[Extracted data entries]

=-=-=-=-=

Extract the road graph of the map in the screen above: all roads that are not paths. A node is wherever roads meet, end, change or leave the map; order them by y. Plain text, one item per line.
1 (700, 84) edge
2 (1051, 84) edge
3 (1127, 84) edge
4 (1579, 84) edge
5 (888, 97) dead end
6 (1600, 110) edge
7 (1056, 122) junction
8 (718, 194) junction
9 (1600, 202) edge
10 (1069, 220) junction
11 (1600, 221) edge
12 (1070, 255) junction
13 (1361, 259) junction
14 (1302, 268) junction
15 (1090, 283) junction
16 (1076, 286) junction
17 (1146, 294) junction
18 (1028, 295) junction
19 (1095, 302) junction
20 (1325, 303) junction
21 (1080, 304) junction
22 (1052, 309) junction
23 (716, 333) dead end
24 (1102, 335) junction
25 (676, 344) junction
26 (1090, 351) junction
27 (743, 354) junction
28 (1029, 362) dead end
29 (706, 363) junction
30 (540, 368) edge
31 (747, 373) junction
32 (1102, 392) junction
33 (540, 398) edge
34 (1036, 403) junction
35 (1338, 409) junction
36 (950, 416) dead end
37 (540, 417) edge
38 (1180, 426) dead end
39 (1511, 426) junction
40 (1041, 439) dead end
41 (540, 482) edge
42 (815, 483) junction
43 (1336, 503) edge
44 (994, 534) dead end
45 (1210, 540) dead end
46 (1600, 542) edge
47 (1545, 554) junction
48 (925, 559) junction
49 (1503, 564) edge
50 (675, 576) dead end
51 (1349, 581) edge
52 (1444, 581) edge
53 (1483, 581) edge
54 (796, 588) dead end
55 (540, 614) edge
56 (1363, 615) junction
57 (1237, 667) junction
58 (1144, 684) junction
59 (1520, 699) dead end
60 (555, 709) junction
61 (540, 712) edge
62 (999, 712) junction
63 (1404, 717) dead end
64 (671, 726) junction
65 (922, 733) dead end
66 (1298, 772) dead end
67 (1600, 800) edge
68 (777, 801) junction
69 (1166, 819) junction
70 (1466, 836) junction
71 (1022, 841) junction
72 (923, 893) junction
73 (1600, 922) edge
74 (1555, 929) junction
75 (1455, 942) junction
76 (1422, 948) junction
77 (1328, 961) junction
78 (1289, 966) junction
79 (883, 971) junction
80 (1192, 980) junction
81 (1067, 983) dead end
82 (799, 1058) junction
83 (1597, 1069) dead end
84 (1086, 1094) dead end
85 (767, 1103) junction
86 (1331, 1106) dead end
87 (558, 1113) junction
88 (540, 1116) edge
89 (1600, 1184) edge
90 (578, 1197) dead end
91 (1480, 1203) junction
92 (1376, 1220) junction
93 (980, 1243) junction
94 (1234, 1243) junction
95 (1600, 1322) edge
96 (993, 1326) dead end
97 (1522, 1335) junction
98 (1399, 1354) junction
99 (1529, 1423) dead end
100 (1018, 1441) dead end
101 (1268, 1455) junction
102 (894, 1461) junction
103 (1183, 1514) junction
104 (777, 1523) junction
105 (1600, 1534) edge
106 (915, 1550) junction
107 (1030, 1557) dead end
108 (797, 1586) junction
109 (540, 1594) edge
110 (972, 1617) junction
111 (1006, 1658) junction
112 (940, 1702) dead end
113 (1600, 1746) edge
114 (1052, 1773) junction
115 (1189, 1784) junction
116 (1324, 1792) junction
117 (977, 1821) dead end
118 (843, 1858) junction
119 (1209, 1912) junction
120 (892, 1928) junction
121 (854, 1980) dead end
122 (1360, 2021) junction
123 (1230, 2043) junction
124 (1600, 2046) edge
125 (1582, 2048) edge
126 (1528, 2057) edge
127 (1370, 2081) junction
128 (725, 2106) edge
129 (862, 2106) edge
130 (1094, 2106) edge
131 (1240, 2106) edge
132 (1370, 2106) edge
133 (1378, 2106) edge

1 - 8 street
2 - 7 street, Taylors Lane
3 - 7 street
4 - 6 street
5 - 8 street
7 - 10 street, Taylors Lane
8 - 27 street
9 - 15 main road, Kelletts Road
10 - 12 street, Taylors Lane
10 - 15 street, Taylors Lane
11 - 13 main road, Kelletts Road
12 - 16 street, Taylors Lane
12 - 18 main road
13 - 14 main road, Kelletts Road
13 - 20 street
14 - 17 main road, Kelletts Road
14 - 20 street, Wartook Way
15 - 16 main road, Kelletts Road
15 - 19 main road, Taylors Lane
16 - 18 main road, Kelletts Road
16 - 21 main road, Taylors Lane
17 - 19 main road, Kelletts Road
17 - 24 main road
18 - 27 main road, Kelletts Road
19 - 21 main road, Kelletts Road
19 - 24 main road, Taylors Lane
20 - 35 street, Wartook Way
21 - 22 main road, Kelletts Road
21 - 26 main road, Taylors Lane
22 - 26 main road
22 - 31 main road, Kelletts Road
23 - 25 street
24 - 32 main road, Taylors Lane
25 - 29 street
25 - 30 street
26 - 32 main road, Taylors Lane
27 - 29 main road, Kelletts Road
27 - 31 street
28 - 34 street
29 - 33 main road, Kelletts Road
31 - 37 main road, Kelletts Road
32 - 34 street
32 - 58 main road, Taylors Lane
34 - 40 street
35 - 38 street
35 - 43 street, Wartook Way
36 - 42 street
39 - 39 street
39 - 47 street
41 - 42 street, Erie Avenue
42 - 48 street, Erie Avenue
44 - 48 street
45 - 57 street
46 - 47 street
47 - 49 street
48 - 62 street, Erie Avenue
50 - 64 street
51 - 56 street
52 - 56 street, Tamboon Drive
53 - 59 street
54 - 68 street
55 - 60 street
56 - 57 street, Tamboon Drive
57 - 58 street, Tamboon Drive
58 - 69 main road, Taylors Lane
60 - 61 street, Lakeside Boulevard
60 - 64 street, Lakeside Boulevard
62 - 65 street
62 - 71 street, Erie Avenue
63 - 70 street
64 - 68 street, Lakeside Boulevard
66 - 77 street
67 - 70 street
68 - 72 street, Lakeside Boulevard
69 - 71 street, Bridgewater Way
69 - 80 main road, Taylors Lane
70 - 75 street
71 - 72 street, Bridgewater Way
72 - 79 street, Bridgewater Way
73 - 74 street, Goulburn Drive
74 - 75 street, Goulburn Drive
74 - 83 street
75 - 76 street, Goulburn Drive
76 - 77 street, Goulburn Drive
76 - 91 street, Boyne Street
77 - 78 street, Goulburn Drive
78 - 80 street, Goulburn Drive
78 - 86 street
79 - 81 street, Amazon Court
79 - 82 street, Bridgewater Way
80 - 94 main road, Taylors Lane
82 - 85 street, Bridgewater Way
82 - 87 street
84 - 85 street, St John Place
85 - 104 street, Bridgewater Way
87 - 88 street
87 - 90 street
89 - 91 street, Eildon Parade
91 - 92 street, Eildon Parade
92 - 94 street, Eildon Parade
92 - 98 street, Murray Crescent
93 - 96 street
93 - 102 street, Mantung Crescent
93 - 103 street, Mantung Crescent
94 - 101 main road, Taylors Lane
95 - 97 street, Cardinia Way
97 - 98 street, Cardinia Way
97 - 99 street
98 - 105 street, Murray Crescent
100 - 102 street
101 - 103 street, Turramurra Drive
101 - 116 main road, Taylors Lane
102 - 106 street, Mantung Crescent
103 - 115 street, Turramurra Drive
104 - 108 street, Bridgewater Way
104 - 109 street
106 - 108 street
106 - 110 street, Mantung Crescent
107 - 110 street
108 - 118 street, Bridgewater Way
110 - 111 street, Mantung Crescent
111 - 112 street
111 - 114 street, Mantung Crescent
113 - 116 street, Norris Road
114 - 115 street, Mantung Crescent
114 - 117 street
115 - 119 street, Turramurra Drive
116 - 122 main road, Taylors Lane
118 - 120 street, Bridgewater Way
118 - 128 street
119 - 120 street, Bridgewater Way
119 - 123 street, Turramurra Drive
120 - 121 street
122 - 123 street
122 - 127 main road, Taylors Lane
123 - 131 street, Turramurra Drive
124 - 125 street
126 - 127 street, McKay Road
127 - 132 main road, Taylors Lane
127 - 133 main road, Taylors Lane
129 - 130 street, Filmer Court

=-=-=-=-=

▶ _The task_: Across the entries above, find each line with the word "Wartook" and please copy it out.

▶ _Your response_:
14 - 20 street, Wartook Way
20 - 35 street, Wartook Way
35 - 43 street, Wartook Way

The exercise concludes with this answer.